In his second novel, The Emperor of Gladness (Penguin Press, May), Ocean Vuong examines the interconnected lives of Hai, a young Vietnamese man contemplating suicide, and Grazina, a Lithuanian widow with midstage frontal lobe dementia, in East Gladness, Conn., a stand-in for Hartford. Drawing from his college experiences in food service and elder care, Vuong has crafted a narrative that subverts traditional immigrant story arcs to explore deeper questions about human connection and survival. A 2019 MacArthur fellow and a professor of creative writing at New York University, Vuong spoke with PW about youth and aging, labor, loneliness, and the people we meet at work.
The Emperor of Gladness pairs a traumatized young caregiver with a woman who’s losing recollections of the past. What is the role of memory in this book?
Is a life that you don’t remember still worth living? To me, the answer is a resounding yes, if only because someone else remembered it. Even though you lose your own memory, you owe your past effort to the people around you who sustain you. This novel is ultimately about how we sustain each other through service and unexpected bonds, and about how a life gains meaning through the people who remember it, even when memory itself begins to fade.
Your two main characters are at such different stages of life. What made you want to bring them together?
The elderly and the young actually have a lot in common because they’re both closest to nothing. They’re sequestered in two different kinds of loneliness, but there’s a similar ground because they’ve been pushed out from the center, they don’t make their own money, and they’re not at the peak of their economic potential. There’s also a concordance of their experiences, with Grazina having fled Stalin and Hai’s family, Vietnam.
Lots of immigrant stories follow a rags-to-riches path. Why did you take a different route here?
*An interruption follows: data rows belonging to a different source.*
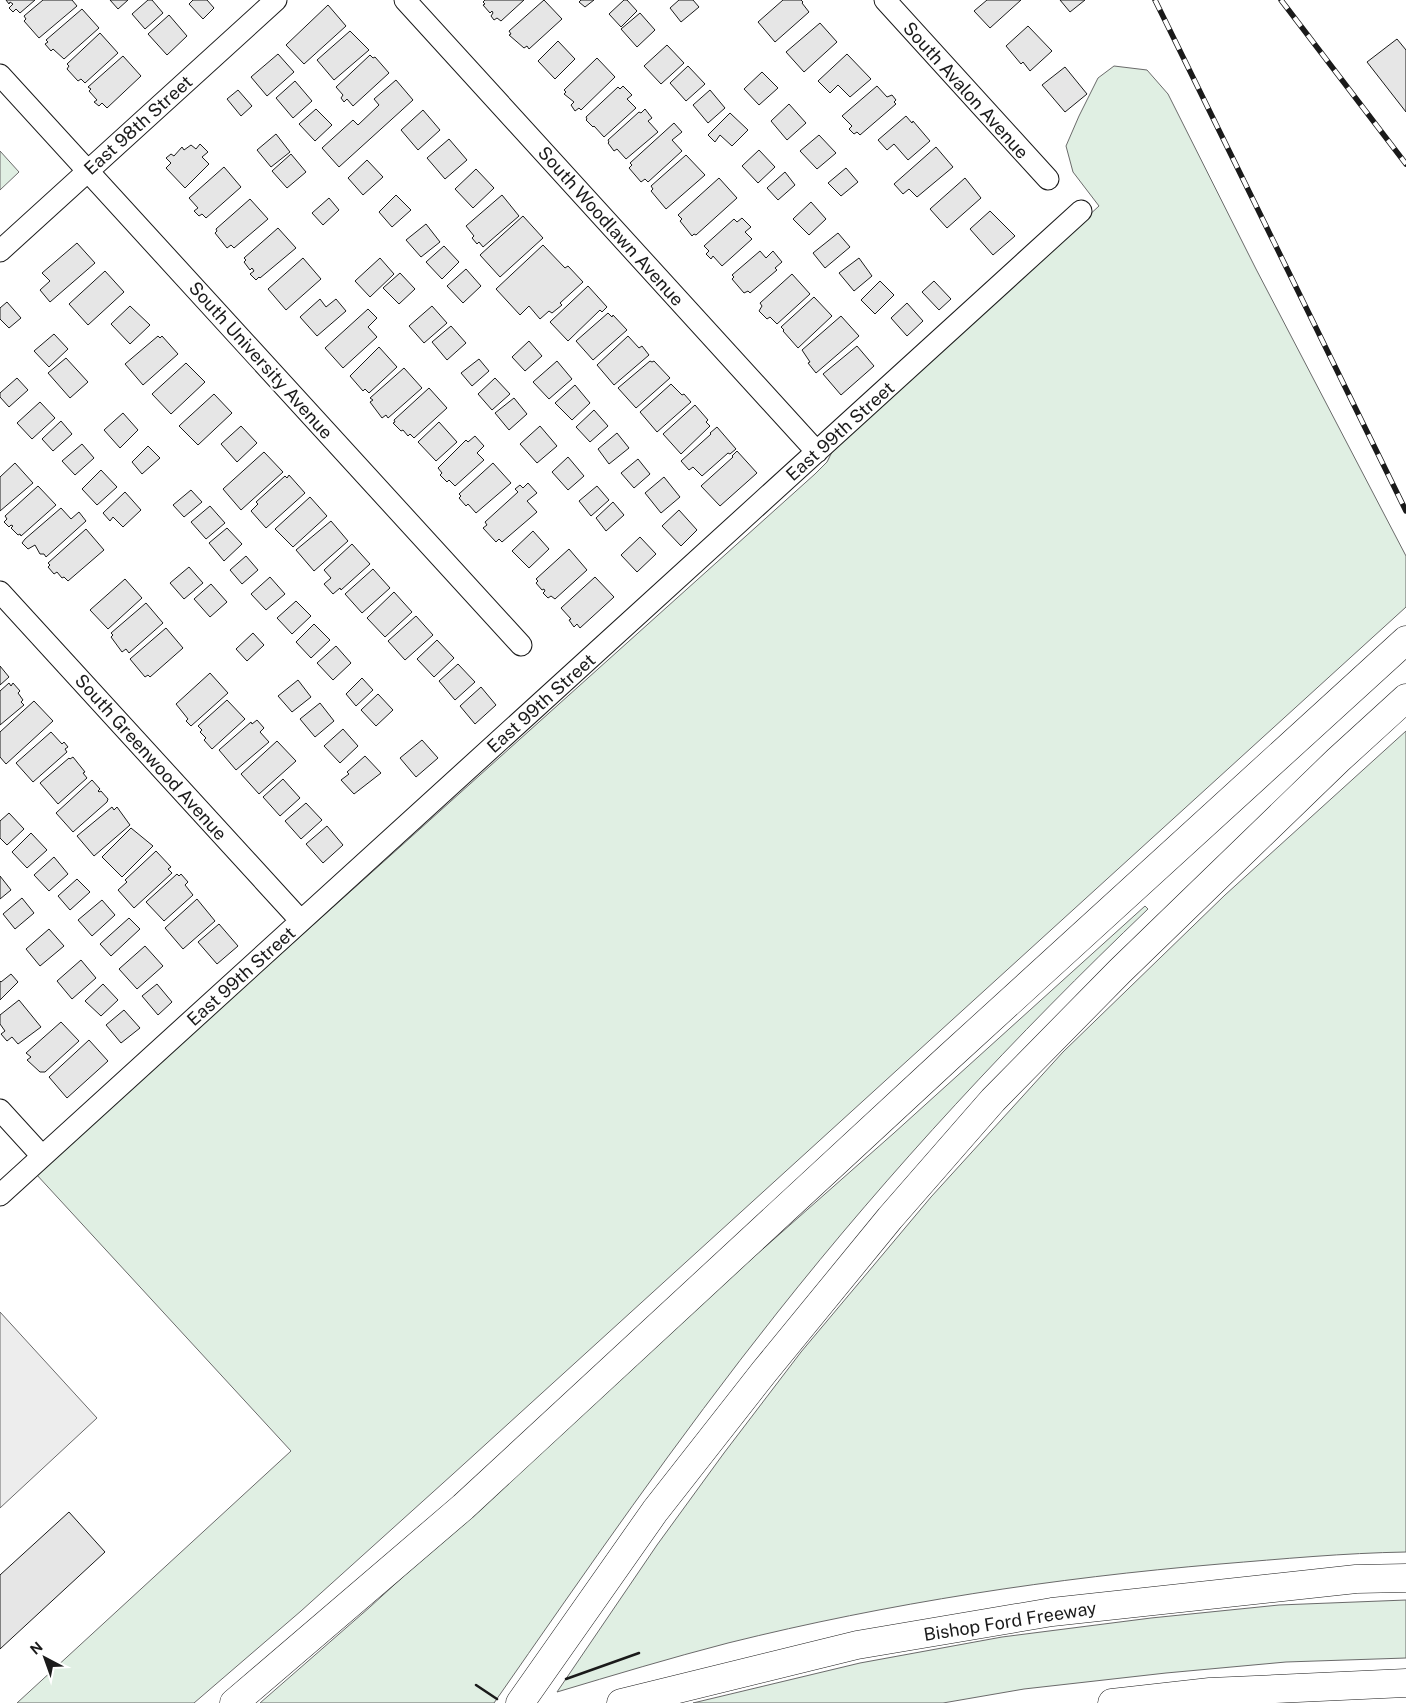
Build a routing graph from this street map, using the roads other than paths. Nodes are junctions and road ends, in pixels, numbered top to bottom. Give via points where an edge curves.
1 (276, 0) edge
2 (405, 0) edge
3 (885, 0) edge
4 (0, 75) edge
5 (88, 171) junction
6 (1048, 179) dead end
7 (1081, 211) dead end
8 (0, 251) edge
9 (817, 452) junction
10 (0, 592) edge
11 (1406, 640) edge
12 (521, 644) dead end
13 (1406, 698) edge
14 (301, 921) junction
15 (0, 1110) edge
16 (42, 1156) junction
17 (0, 1195) edge
18 (1406, 1578) edge
19 (1406, 1683) edge
20 (525, 1696) edge
21 (234, 1703) edge
22 (621, 1703) edge
23 (1112, 1703) edge

1 - 5 street, East 98th Street
2 - 9 street, South Woodlawn Avenue
3 - 6 street, South Avalon Avenue
4 - 5 street, South University Avenue
5 - 8 street, East 98th Street
5 - 12 street, South University Avenue
7 - 9 street, East 99th Street
9 - 14 street, East 99th Street
10 - 14 street, South Greenwood Avenue
11 - 21 highway via 940,1064 463,1507
13 - 20 highway via 1120,971 993,1100 890,1218 764,1372 655,1511
14 - 16 street, East 99th Street
15 - 16 street
16 - 17 street, East 99th Street
18 - 22 highway, Bishop Ford Freeway via 1356,1579 1052,1612 857,1645
19 - 23 highway via 1210,1692

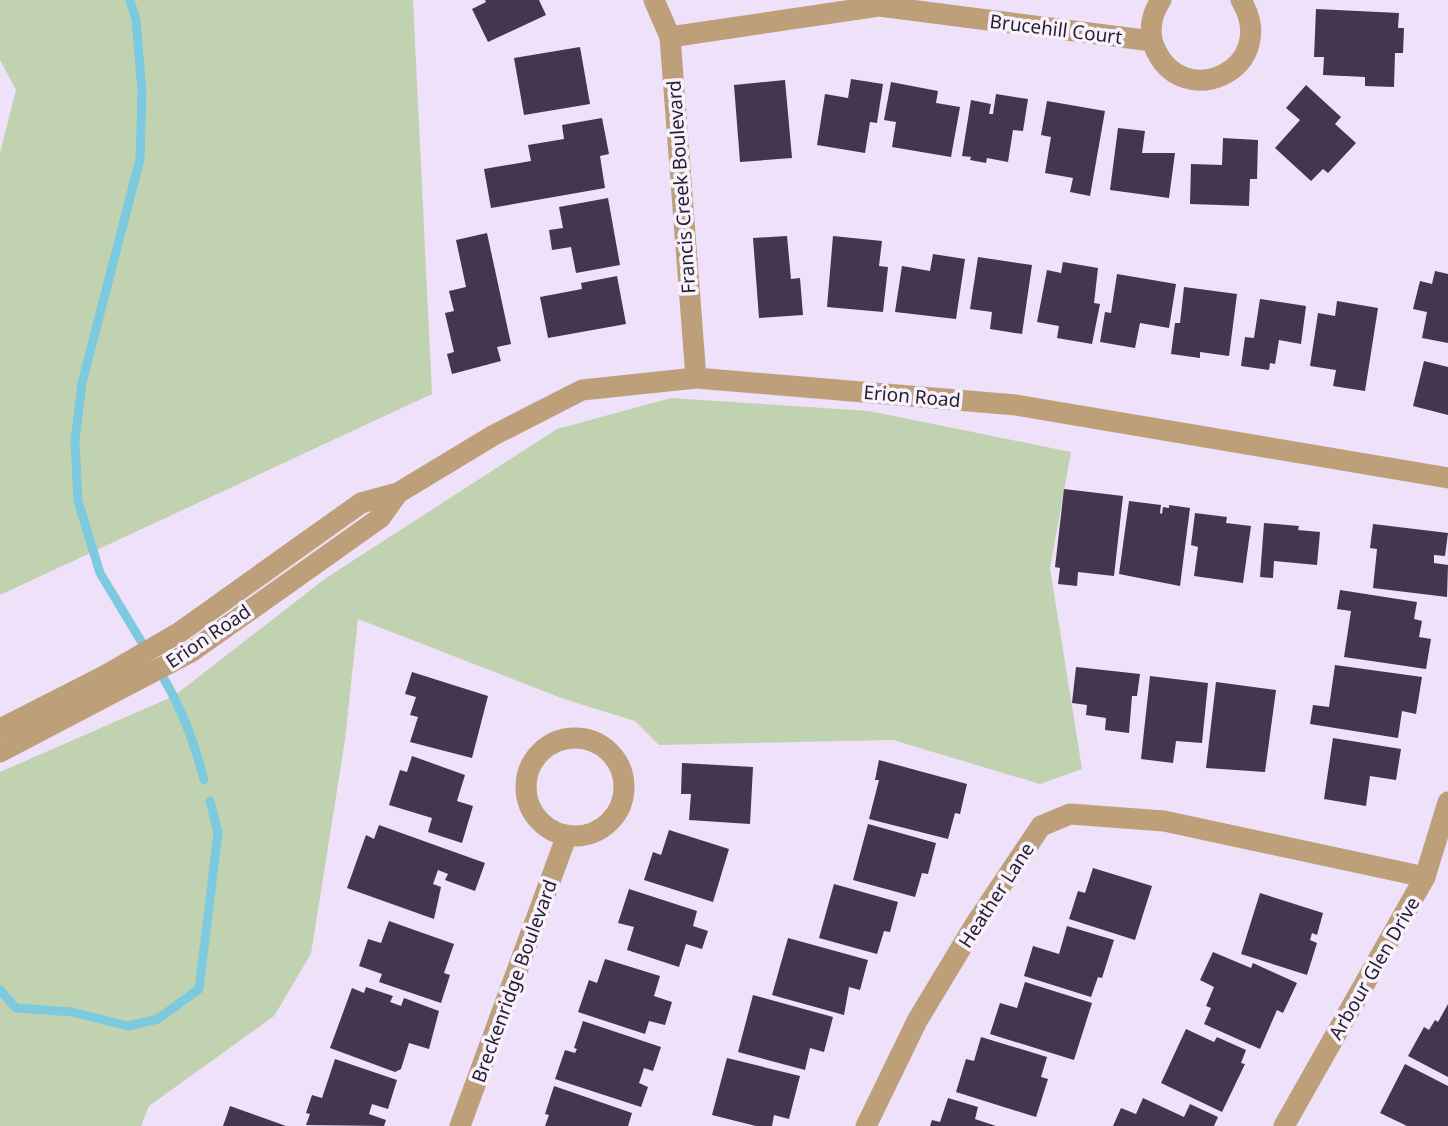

In my fiction, I’m just not interested in the self-improvement narrative or the narrative of getting out. It’s all about returns. As I grew up in my family and my community, the most common thing—the best scenario—was someone works the same job for 30 years, drives the same car, lives in the same apartment. That’s not failure. That’s a decent life.
How have you been influenced by both Eastern and Western storytelling traditions?
In the West, there’s this brutal, tyrannical approach to plot where, if it doesn’t fit into the system, you must cut it out. In the East, there is more fluidity. As an Asian American writer, one who’s often asking these questions, I find this geographical conversation fascinating.
Hourly, physical labor is familiar to booksellers. How did your experience in the service industry shape the way you write about work?
Labor and loneliness are the bedrock of American life. Your body and your self-worth are measured in time. And when you’re off the clock, there’s this pressure to be useful, to be active, which is not always possible. What happens is a lot of people end up in a static whirlpool of debt, which they cannot free themselves from. This book focuses not on the traditional nuclear family but on circumstantial family, the type of family you find at work.
You’ve had a long relationship with independent bookstores. How have they been important to your career?
I started as a poet, and indie bookstores were the first to open their doors to me. They were the first places where I felt seen as a writer. Bookstores don’t know it, but they are in a radical position. I see that now that I’m both a writer and in academia. In academia, you never hear the question, “What do you like to read?” In bookstores, you hear it all the time; it is the first question you get asked.